Ours en peluche égorgé : pas de transgression de la déontologie

Envoyé le 17 avril 2016

André Linard, le Secrétaire général du Conseil de déontologie journalistique de Belgique francophone signale un avis rendu récemment le 14 avril par le Raad voor de Journalistiek (RvdJ – le conseil de déontologie flamand)  sur un dessin qui avait pu choquer. Nous reprenons ici l’essentiel de son analyse.

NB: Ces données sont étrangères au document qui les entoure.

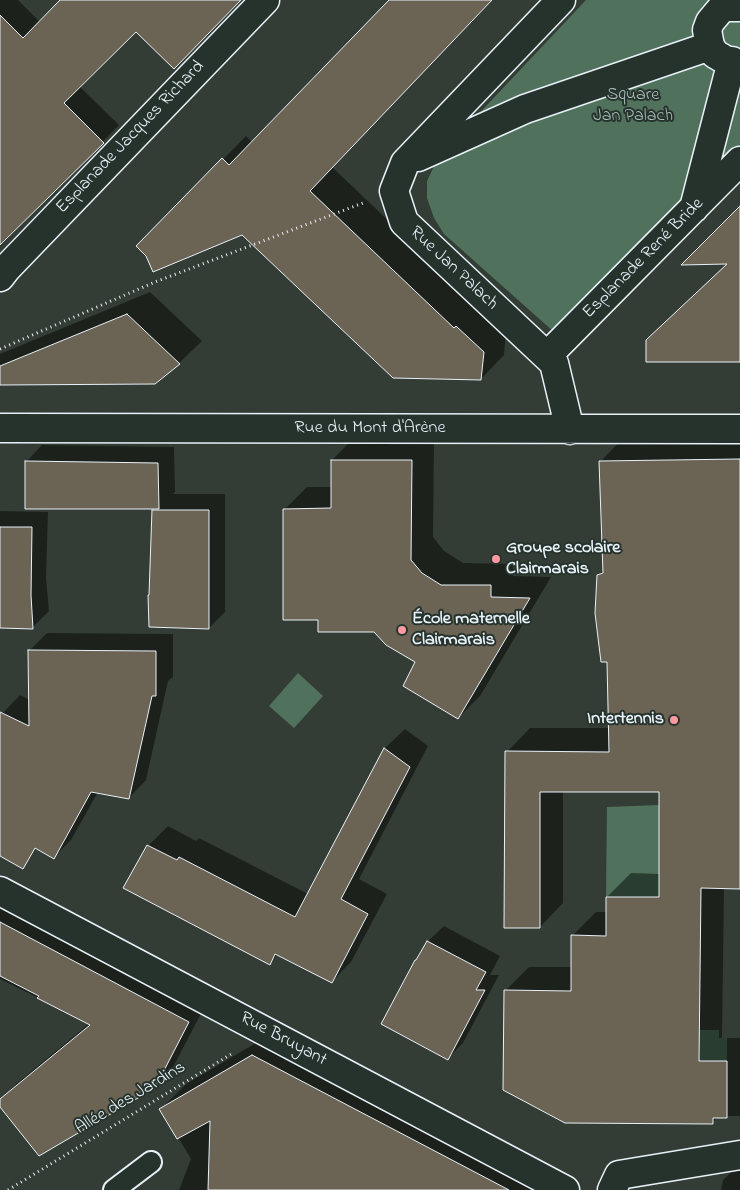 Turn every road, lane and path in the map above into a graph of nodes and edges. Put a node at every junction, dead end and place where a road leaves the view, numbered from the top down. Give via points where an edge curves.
1 (264, 0) edge
2 (560, 0) edge
3 (724, 6) edge
4 (710, 46) junction
5 (736, 61) edge
6 (740, 160) edge
7 (405, 163) junction
8 (394, 191) junction
9 (693, 209) junction
10 (0, 277) edge
11 (0, 349) edge
12 (547, 356) junction
13 (0, 428) edge
14 (740, 429) edge
15 (570, 430) junction
16 (0, 891) edge
17 (268, 1032) junction
18 (740, 1155) edge
19 (151, 1162) dead end
20 (8, 1190) edge
21 (114, 1190) edge
22 (565, 1190) edge
23 (612, 1190) edge

1 - 10 street, Esplanade Jacques Richard
2 - 7 street
3 - 4 street via 714,16 708,30
4 - 5 street via 715,54
4 - 7 street via 525,109
5 - 9 street
6 - 9 street, Esplanade René Bride
7 - 8 street
8 - 11 path via 155,282
8 - 12 street, Rue Jan Palach via 404,222
9 - 12 street, Esplanade René Bride
12 - 15 street, Rue Jan Palach via 554,363
13 - 15 street, Rue du Mont d'Arène
14 - 15 street, Rue du Mont d'Arène
16 - 17 street, Rue Bruyant
17 - 20 path, Allée des Jardins
17 - 22 street, Rue Bruyant
18 - 23 street via 619,1175
19 - 21 lane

André Linard explique d’abord qu’il s’agit « d’une caricature qui avait été contestée lors de sa publication le 1erseptembre dernier dans Het Belang van Limburg. On y voyait un enfant égorger un ours en peluche en invoquant Allah et d’autres enfants hurler, sous le titre : Rentrée des classes à Molenbeek. Les critiques émises à l’époque visaient le lien établi entre une école de Molenbeek et les décapitations médiatisées par l’Etat islamique. Beaucoup y ont vu une stigmatisation de la communauté musulmane jusque dans ses enfants. Unia (l’ex-Centre pour l’égalité des chances) avait estimé que ce dessin ne transgressait pas la législation anti-raciste mais avait demandé un avis au RvdJ quant au respect de la déontologie journalistique. La conclusion du Raad va dans le même sens ».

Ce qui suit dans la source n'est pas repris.